TabICLv2 robustly dominates the Pareto fronts of multiple benchmarks:

• TabArena: Achieves best improvability and Elo scores relative to state-of-the-art (RealTabPFN-2.5), both in speed and accuracy across classification and regression.
• TALENT: Consistently ranks first across all dataset sizes, outperforming RealTabPFN-2.5 and TabPFN-2.5 especially at scales above $20$K samples.
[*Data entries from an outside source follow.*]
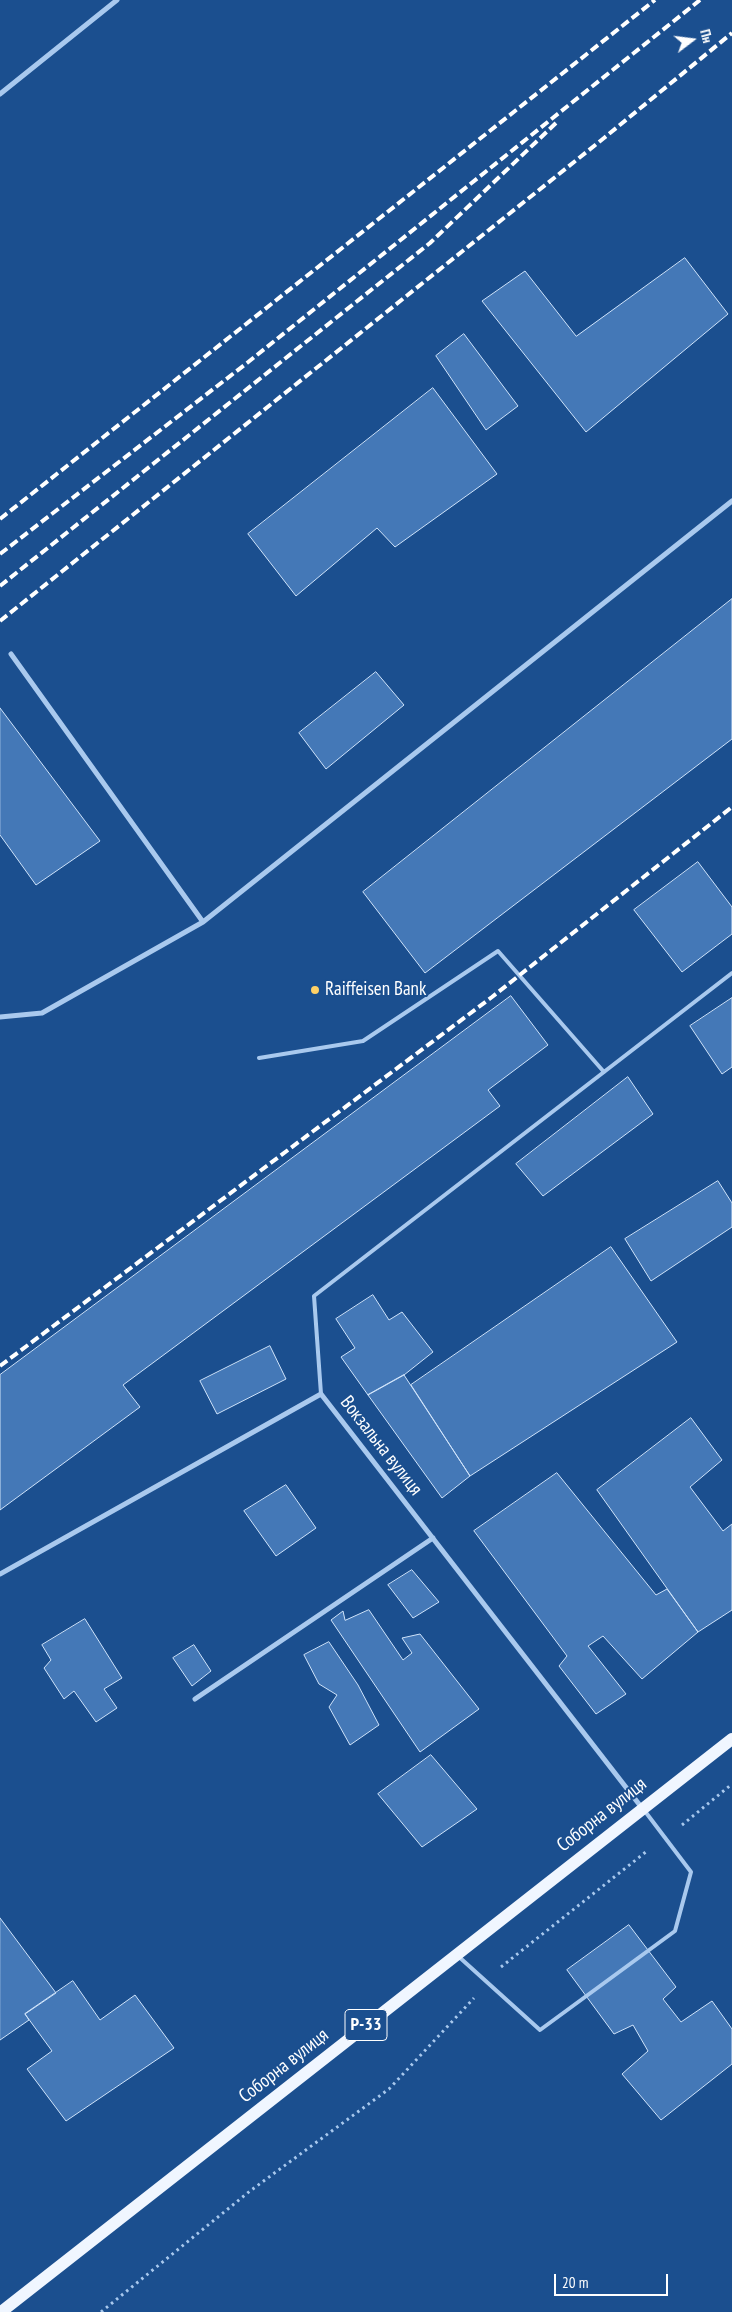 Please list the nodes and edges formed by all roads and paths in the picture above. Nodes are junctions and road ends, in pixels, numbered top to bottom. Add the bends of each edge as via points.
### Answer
1 (117, 0) edge
2 (0, 94) edge
3 (732, 501) edge
4 (11, 654) dead end
5 (203, 922) junction
6 (732, 973) edge
7 (0, 1017) edge
8 (259, 1058) dead end
9 (604, 1072) junction
10 (322, 1394) junction
11 (433, 1538) junction
12 (0, 1574) edge
13 (195, 1699) dead end
14 (732, 1739) edge
15 (732, 1784) edge
16 (642, 1808) junction
17 (665, 1838) junction
18 (456, 1954) junction
19 (488, 1982) junction
20 (1, 2312) edge
21 (101, 2312) edge

1 - 2 street
3 - 5 street
4 - 5 street
5 - 7 street via 42,1013
6 - 9 lane
8 - 9 lane via 363,1041 498,950
9 - 10 lane via 314,1296
10 - 11 street, Вокзальна вулиця
10 - 12 street, Вокзальна вулиця
11 - 13 street
11 - 16 street, Вокзальна вулиця
14 - 16 main road, Соборна вулиця / Р-33
15 - 17 path
16 - 17 lane
16 - 18 main road, Соборна вулиця / Р-33
17 - 19 path via 504,1962
17 - 19 lane via 691,1872 675,1931 540,2030
18 - 19 lane
18 - 20 main road, Соборна вулиця / Р-33
19 - 21 path via 389,2089 250,2191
Strong handling of multiclass ($C > 10$) tasks is shown with both ECOC wrapper and native mixed-radix ensembling.

  Figure 4: Improvability versus train time (TabArena), placing TabICLv2 on the top front for both accuracy and efficiency.

  

  Figure 5: Improvability versus inference time (TALENT), demonstrating TabICLv2's dominance at all scale points.

  

  Figure 6: Runtime comparison, showing TabICLv2 is $10\times$ faster than TabPFN-2.5 at $50$K samples on H100 GPUs.

  

  Figure 7: TabICLv2's normalized accuracy significantly exceeds all baselines for datasets with more than 10 classes.

  

  Figure 8: TabICLv2 maintains top ranking as sample size grows, outperforming RealTabPFN-2.5 for large $n$.

  

  Figure 9: TabICLv2 successfully processes 500K+ samples; TabPFN-2.5 fails due to out-of-memory.
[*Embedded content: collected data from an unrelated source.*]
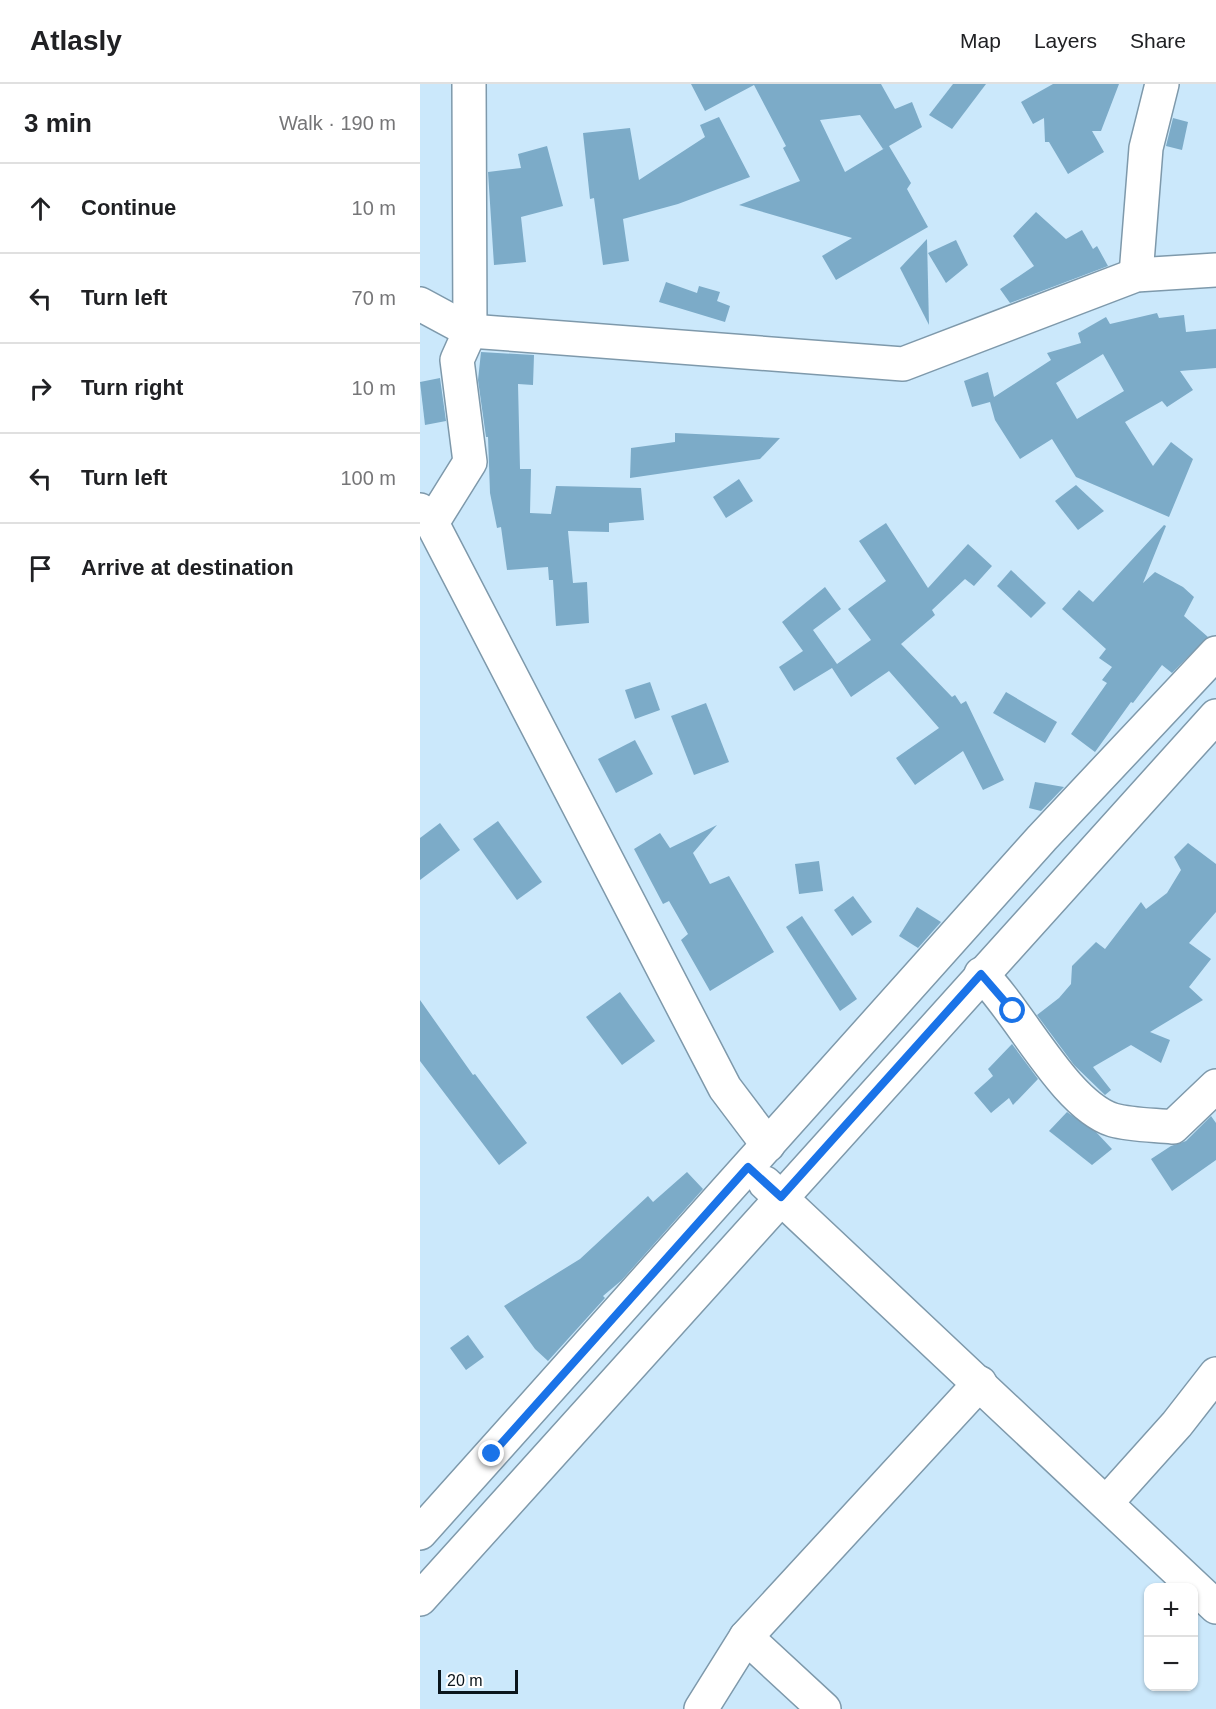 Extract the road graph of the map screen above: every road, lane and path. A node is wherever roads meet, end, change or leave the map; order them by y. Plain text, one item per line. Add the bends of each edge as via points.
1 (469, 84) edge
2 (1162, 84) edge
3 (1216, 270) edge
4 (1136, 275) junction
5 (420, 303) edge
6 (470, 331) junction
7 (426, 516) edge
8 (1216, 652) edge
9 (1216, 716) edge
10 (981, 974) junction
11 (1216, 1086) edge
12 (758, 1156) junction
13 (781, 1197) junction
14 (1216, 1374) edge
15 (980, 1383) junction
16 (1107, 1502) junction
17 (420, 1533) edge
18 (420, 1599) edge
19 (1216, 1607) edge
20 (746, 1637) junction
21 (701, 1709) edge
22 (824, 1709) edge

1 - 6 street
2 - 4 street via 1146,148
3 - 4 street
4 - 6 street via 903,364
5 - 6 street
6 - 7 street via 457,360 470,462
7 - 12 street
8 - 12 street via 1042,838
9 - 10 street
10 - 11 street via 999,992 1043,1057 1093,1110 1114,1120 1173,1127
10 - 13 street
12 - 13 street
12 - 17 street
13 - 15 street
13 - 18 street
14 - 16 street
15 - 16 street
15 - 20 street
16 - 19 street
20 - 21 street
20 - 22 street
Ablation and Component Analysis

Comprehensive ablation shows:

• Architectural improvements (early target inclusion, QASSMax, Muon optimizer) each contribute significant Elo gains ($\approx$100 points, $>60\%$ pairwise win rate).
• Prior diversity is critical: TabICLv2 fails to generalize if pretrained on the TabICL prior, highlighting dependency of architectural scaling on sufficient synthetic diversity.
• Filtering, feature grouping, and many-class mechanisms provide further but smaller gains.
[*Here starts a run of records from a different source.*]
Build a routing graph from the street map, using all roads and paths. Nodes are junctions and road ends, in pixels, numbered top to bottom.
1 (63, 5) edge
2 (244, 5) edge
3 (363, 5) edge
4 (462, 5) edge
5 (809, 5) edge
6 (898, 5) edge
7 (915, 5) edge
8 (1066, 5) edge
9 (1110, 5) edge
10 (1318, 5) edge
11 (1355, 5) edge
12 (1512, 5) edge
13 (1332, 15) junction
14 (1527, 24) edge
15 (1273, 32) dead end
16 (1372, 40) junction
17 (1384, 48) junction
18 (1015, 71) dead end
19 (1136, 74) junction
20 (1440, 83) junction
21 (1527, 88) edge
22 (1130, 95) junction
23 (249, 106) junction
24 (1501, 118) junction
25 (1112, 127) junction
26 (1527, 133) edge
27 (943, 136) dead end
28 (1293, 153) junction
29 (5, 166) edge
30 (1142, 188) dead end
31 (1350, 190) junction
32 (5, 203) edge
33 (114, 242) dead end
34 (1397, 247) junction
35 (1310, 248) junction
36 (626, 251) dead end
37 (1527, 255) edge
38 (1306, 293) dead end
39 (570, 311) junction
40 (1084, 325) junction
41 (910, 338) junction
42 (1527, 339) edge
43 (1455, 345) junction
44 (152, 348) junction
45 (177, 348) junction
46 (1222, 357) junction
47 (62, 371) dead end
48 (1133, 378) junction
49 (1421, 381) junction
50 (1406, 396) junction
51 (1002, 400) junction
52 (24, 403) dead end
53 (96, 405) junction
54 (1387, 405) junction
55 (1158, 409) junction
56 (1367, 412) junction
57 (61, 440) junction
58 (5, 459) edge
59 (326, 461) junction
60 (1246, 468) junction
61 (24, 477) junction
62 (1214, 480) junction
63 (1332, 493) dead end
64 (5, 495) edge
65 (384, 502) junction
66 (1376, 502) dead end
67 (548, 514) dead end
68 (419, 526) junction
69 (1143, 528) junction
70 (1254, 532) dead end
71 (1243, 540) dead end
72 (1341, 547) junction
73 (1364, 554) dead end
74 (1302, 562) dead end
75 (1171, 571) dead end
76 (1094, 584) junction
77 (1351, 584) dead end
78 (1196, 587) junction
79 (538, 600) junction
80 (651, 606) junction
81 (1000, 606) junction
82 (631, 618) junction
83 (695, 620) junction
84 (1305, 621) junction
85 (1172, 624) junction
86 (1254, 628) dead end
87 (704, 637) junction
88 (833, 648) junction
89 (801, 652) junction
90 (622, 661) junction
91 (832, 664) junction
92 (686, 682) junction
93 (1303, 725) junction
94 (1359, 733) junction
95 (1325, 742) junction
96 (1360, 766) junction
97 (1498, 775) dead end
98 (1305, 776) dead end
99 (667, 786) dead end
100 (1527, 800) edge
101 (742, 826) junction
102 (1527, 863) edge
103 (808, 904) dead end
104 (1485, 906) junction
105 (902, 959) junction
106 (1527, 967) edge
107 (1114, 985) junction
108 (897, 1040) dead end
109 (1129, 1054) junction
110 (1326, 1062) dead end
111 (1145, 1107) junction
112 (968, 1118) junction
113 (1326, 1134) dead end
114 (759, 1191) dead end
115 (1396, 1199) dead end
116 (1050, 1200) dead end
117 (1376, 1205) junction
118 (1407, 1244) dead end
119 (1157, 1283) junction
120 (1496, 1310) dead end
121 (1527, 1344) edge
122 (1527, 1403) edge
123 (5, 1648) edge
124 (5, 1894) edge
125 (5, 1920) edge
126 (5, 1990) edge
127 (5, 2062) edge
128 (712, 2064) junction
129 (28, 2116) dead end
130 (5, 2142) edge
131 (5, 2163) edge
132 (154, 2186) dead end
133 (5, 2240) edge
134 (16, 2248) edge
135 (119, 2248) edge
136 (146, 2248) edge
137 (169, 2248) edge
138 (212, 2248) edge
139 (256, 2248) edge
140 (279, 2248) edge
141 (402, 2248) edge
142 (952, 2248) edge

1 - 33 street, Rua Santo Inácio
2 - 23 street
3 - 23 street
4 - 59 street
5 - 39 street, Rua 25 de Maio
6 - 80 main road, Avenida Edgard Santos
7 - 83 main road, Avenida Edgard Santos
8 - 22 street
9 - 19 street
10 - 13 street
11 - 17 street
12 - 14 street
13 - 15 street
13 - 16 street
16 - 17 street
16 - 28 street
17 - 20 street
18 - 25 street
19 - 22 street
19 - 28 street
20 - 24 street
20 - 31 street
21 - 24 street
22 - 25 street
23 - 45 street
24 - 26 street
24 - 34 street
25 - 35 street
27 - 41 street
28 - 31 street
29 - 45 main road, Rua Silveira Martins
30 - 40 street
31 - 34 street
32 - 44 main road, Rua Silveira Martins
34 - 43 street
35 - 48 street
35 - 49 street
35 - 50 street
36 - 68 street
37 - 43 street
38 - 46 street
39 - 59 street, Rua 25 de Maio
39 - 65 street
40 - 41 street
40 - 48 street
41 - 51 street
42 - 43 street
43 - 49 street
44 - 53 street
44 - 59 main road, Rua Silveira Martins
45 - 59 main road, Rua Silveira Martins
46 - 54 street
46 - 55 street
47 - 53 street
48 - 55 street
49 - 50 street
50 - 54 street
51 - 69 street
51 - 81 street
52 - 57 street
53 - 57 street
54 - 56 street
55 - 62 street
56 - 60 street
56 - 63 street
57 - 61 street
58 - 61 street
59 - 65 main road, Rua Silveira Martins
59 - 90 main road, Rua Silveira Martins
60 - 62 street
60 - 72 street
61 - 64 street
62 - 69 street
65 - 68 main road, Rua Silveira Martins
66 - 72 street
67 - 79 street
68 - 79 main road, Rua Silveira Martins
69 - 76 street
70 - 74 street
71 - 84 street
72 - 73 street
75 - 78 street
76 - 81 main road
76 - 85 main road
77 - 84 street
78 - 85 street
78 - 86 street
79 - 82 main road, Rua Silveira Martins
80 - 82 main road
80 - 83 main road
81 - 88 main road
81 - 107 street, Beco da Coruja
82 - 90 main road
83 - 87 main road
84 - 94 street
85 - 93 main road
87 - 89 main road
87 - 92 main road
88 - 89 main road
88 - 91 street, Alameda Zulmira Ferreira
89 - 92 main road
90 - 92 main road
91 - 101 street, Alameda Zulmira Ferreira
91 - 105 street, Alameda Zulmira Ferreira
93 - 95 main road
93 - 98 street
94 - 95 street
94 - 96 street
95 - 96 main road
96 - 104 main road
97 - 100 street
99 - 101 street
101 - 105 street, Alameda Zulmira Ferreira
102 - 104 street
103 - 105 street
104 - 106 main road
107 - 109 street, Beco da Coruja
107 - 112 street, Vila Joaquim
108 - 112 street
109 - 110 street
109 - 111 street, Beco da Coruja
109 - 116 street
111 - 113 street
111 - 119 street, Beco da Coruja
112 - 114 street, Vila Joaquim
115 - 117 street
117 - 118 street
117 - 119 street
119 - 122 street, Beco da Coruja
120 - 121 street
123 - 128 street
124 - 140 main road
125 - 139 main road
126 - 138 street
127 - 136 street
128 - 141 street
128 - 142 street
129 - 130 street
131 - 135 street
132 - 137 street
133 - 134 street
  Figure 10: Ablation analysis disentangles contribution of architectural and pretraining components to aggregate performance.

Limitations and Future Scope

Despite its progress, TabICLv2 does not natively leverage semantic column information (e.g., textual features) and does not directly address massive sample regimes ($>10^7$). Extensions to multi-output tasks, robust missing value handling via imputation strategies, fine-tuning for specific distributions, and incorporation of semantic embedding models are promising directions. Distributional regression capabilities have yet to be benchmarked thoroughly due to limited evaluative datasets.

Implications and Theoretical Impact

TabICLv2 redefines the landscape for tabular data modeling:

• Practical: Provides an open, fast, accurate standard for both academic and applied tabular ML workflows, enabling robust deployment for large datasets without reliance on closed-source solutions.
• Theoretical: Demonstrates that principled synthetic pretraining and advanced attention scaling can extend ICL transformer models far into tabular data regimes previously considered tractable only for decision trees. The advance in scalable attention mechanisms will likely inform future long-context transformer architectures across modalities.

Conclusions

TabICLv2 delivers a validated, open, scalable TFM architecture with demonstrated state-of-the-art performance and efficiency. By aligning architectural, prior, and protocol innovations, TabICLv2 is positioned to drive democratized progress—enabling further advances in tabular ML, distributional regression, and downstream structured data tasks without closed-source constraints.